Afterwards I found he was lecturing all those sitters on the ethics of gravity and the inherent properties of falling bodies; at the moment I only knew he was directly in my line as I descended, and him round the waist I seized, giddy with the light and fresh air, waltzed him down the slope with the force of my impetus, and, tripping at the bottom, rolled over and over recklessly with him sheer into the arms of the gaping crowd below.

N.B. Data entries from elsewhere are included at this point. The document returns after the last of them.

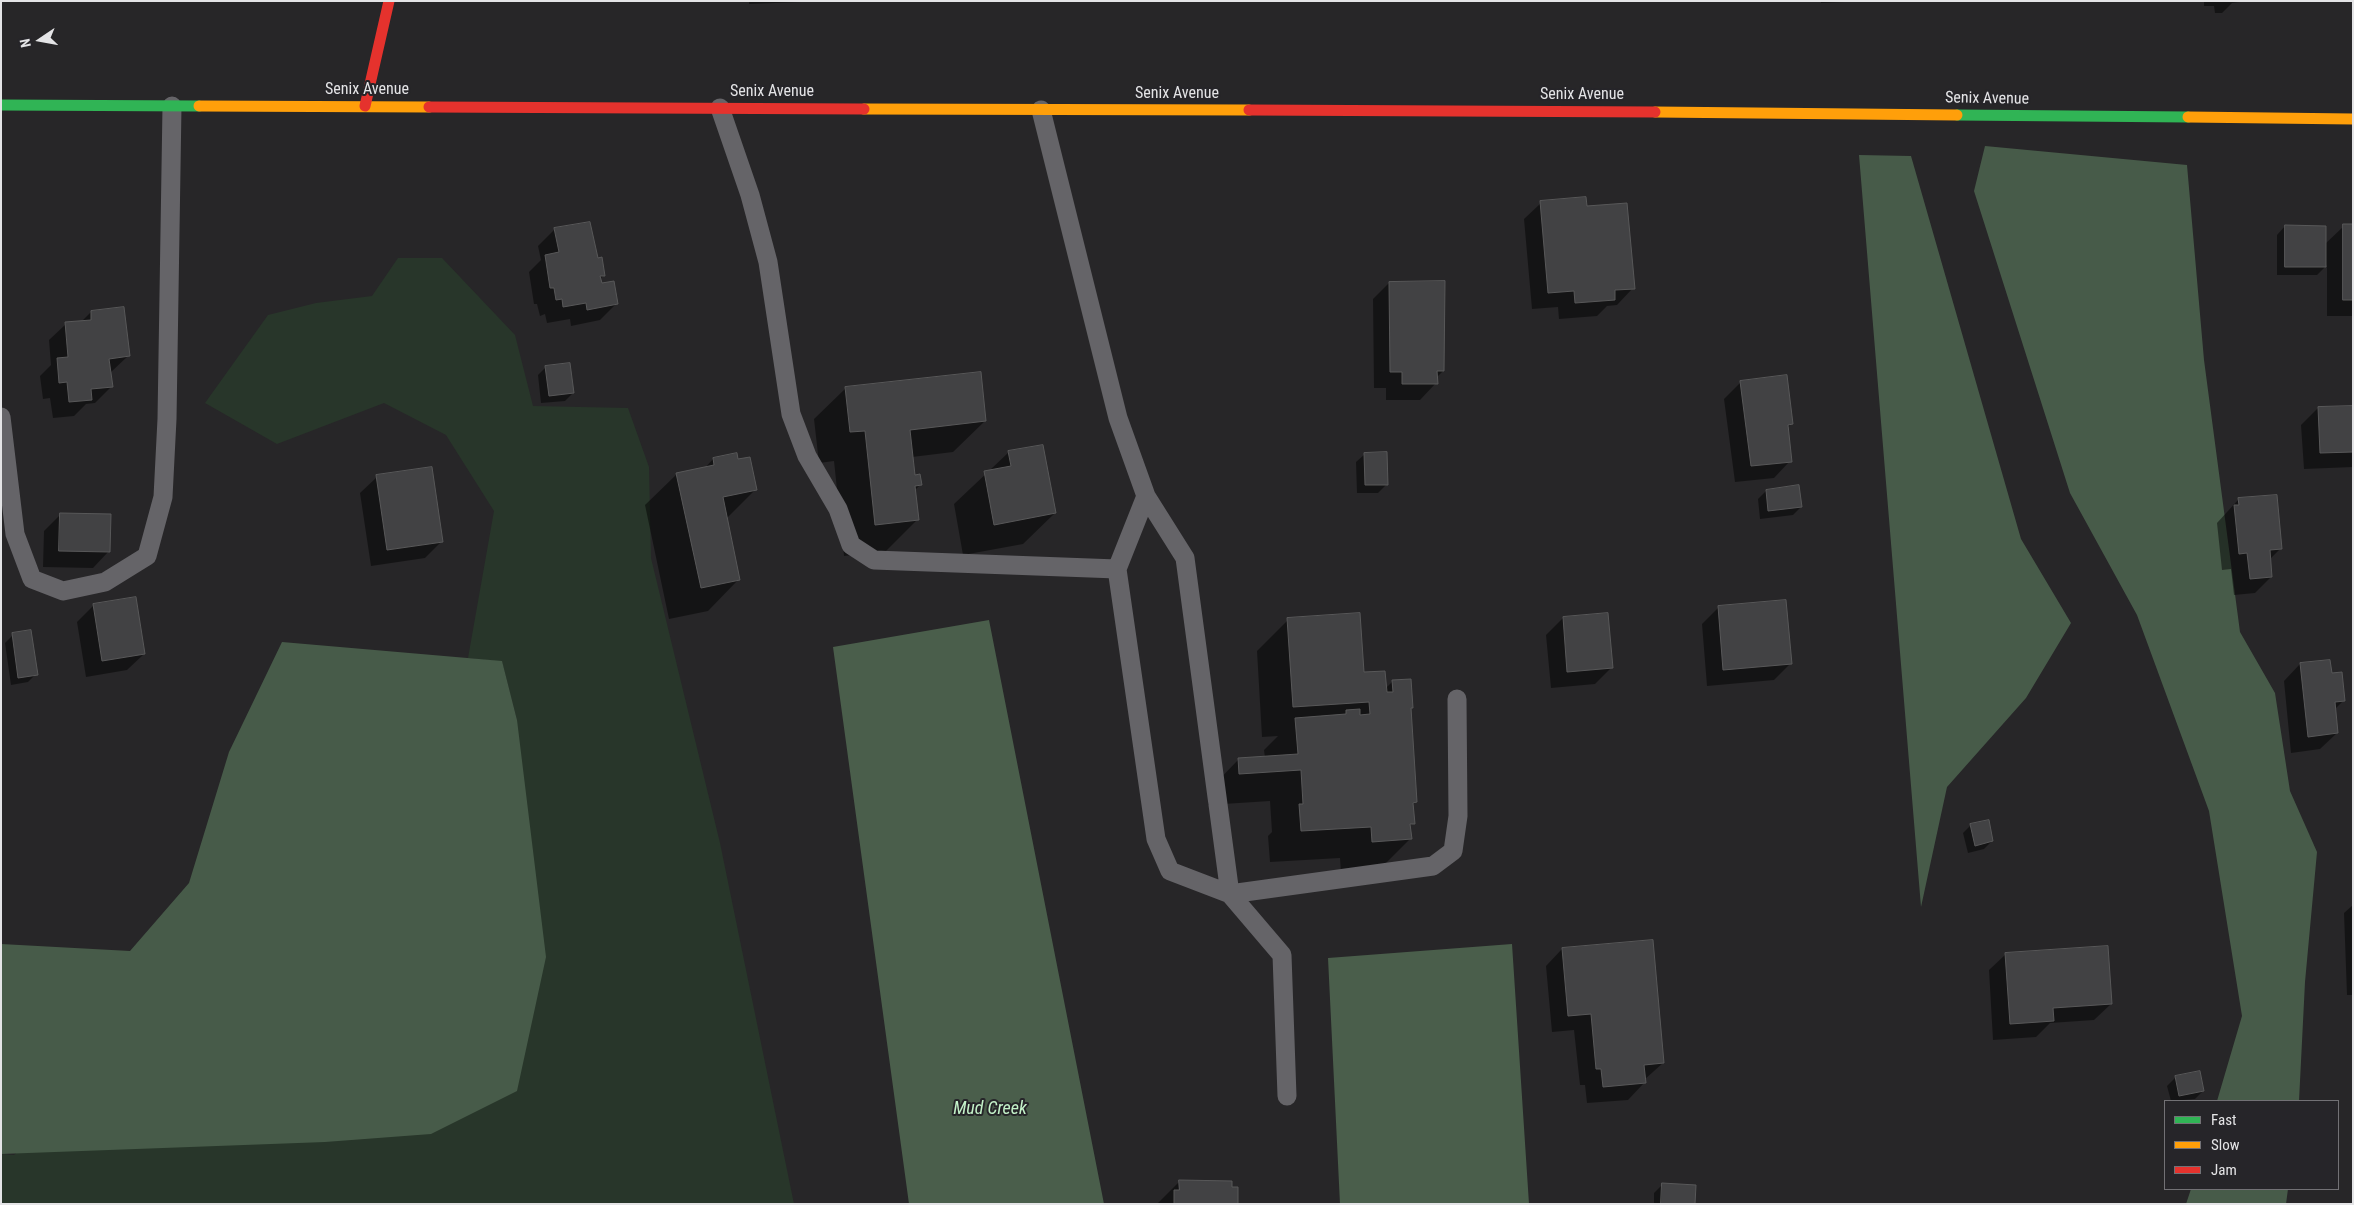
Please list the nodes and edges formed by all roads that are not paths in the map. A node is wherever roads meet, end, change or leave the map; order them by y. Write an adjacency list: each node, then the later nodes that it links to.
1 (389, 1): 4 (street)
2 (1, 105): 3 (street, Senix Avenue)
3 (172, 106): 4 (street, Senix Avenue); 8 (lane)
4 (365, 106): 5 (street, Senix Avenue)
5 (720, 108): 6 (street, Senix Avenue); 10 (lane)
6 (1040, 110): 7 (street, Senix Avenue); 9 (lane)
7 (2353, 119)
8 (1, 417)
9 (1146, 496): 10 (lane); 12 (lane)
10 (1117, 569): 12 (lane)
11 (1457, 699): 12 (lane)
12 (1230, 894): 13 (lane)
13 (1287, 1096)

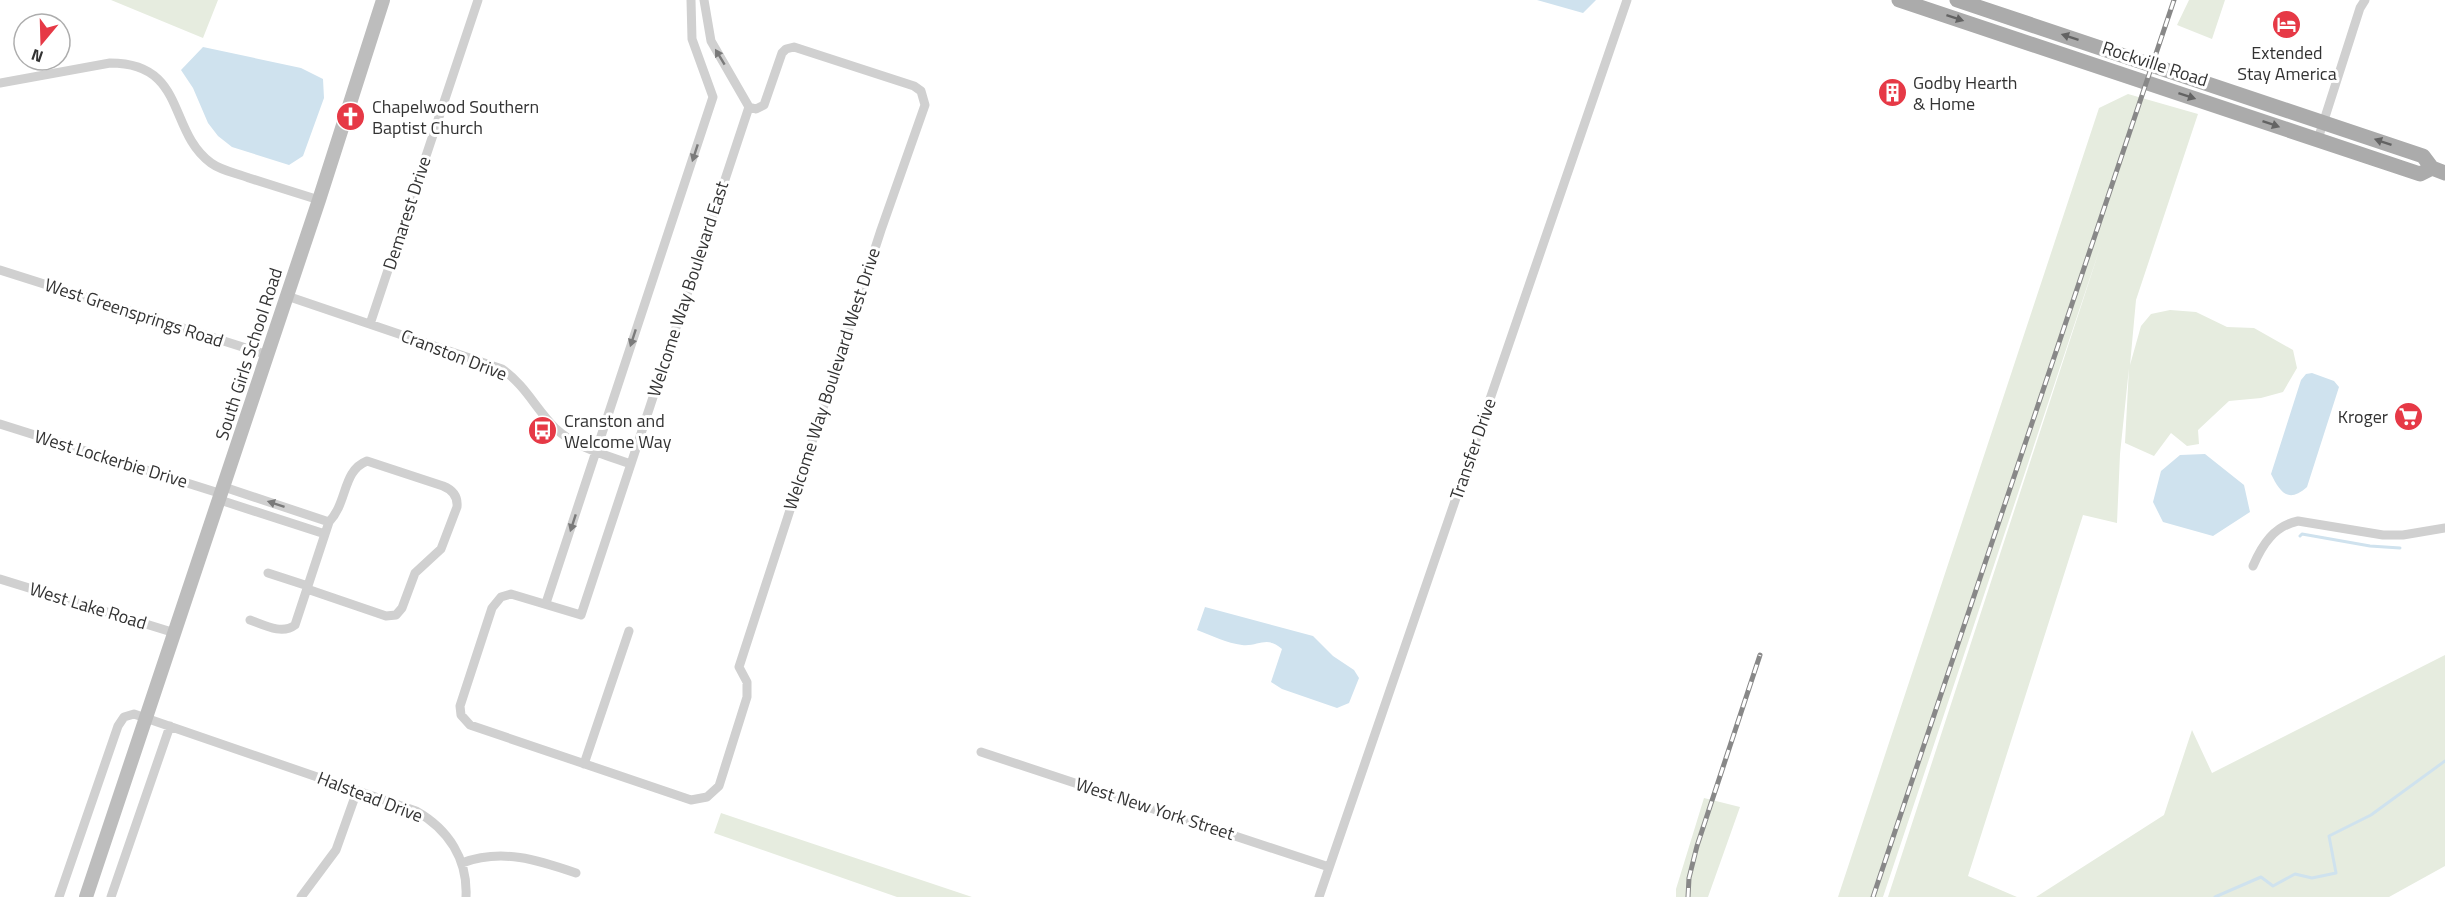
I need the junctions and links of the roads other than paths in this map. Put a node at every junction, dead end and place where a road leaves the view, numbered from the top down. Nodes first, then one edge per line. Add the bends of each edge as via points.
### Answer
1 (382, 0) edge
2 (478, 0) edge
3 (691, 0) edge
4 (704, 0) edge
5 (1627, 0) edge
6 (1899, 0) edge
7 (1957, 0) edge
8 (2364, 0) edge
9 (0, 83) edge
10 (749, 107) junction
11 (2324, 122) junction
12 (2318, 140) junction
13 (2439, 171) edge
14 (319, 200) junction
15 (0, 270) edge
16 (287, 296) junction
17 (370, 324) junction
18 (268, 355) junction
19 (0, 424) edge
20 (596, 452) junction
21 (631, 464) junction
22 (222, 494) junction
23 (329, 522) junction
24 (2445, 528) edge
25 (325, 534) junction
26 (2253, 566) dead end
27 (268, 573) dead end
28 (0, 579) edge
29 (307, 588) junction
30 (546, 603) junction
31 (250, 620) dead end
32 (629, 631) dead end
33 (176, 633) junction
34 (147, 718) junction
35 (170, 726) junction
36 (981, 752) dead end
37 (585, 764) junction
38 (357, 791) junction
39 (462, 863) junction
40 (1329, 867) junction
41 (576, 873) dead end
42 (59, 897) edge
43 (86, 897) edge
44 (111, 897) edge
45 (301, 897) edge
46 (466, 897) edge
47 (1319, 897) edge

1 - 14 main road, South Girls School Road
2 - 17 street, Demarest Drive
3 -> 20 street via 692,39 713,97
10 -> 4 street via 711,41
5 - 40 street, Transfer Drive
6 -> 12 main road, Rockville Road
11 -> 7 main road, Rockville Road
8 - 11 street
9 - 14 street via 110,63 140,68 167,90 194,144 208,161
10 - 21 street, Welcome Way Boulevard East
10 - 37 street, Welcome Way Boulevard West Drive via 764,105 781,56 788,48 797,47 914,86 921,91 925,105 739,667 747,682 746,700 719,783 707,797 691,800
11 - 12 street
13 -> 11 main road, Rockville Road via 2423,156
12 - 13 main road, Rockville Road via 2420,174
14 - 16 main road, South Girls School Road
15 - 18 street, West Greensprings Road
16 - 17 street, Cranston Drive
16 - 18 main road, South Girls School Road
17 - 20 street, Cranston Drive via 502,369 515,378 556,429
18 - 22 main road, South Girls School Road
19 - 22 street, West Lockerbie Drive
20 - 21 street, Cranston Drive
20 -> 30 street
21 - 30 street, Welcome Way Boulevard East via 581,615
23 -> 22 street
22 - 25 street
22 - 33 main road, South Girls School Road
23 - 25 street
23 - 29 street via 338,512 352,472 367,462 443,486 458,501 441,549 415,573 396,615 386,616
24 - 26 street via 2384,535 2298,521 2277,530
25 - 29 street
27 - 29 street
28 - 33 street, West Lake Road
29 - 31 street via 289,629
30 - 37 street via 509,594 498,600 460,704 461,715 470,725
32 - 37 street
33 - 34 main road, South Girls School Road
34 - 35 street, Halstead Drive
34 - 42 street via 134,714 119,723
34 - 43 main road, South Girls School Road
35 - 38 street, Halstead Drive
35 - 44 street
36 - 40 street, West New York Street
38 - 39 street, Halstead Drive via 427,818 450,839
38 - 45 street via 336,850
39 - 41 street via 514,856
39 - 46 street
40 - 47 street, Transfer Drive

Over and over we went into the thickest mass of bodies, making a way through the people, until at last we came to a stop in a perfect mound of writhing forms and waving legs and arms.
When we had done the mass disentangled itself and I was able to raise my head from the shoulder of someone on whom I had fallen, lifting him, or her--which was it ?--into a sitting posture alongside of me at the same time, while the others rose about us like wheat-stalks after a storm, and edged shyly off, as well as they might. Such a sleek, slim youth it was who sat up facing me, with a flush of gentle surprise on his face, and dapper hands that felt cautiously about his anatomy for injured places.
He looked so quaintly rueful yet withal so good-tempered that I could not help bursting into laughter in spite of my own amazement.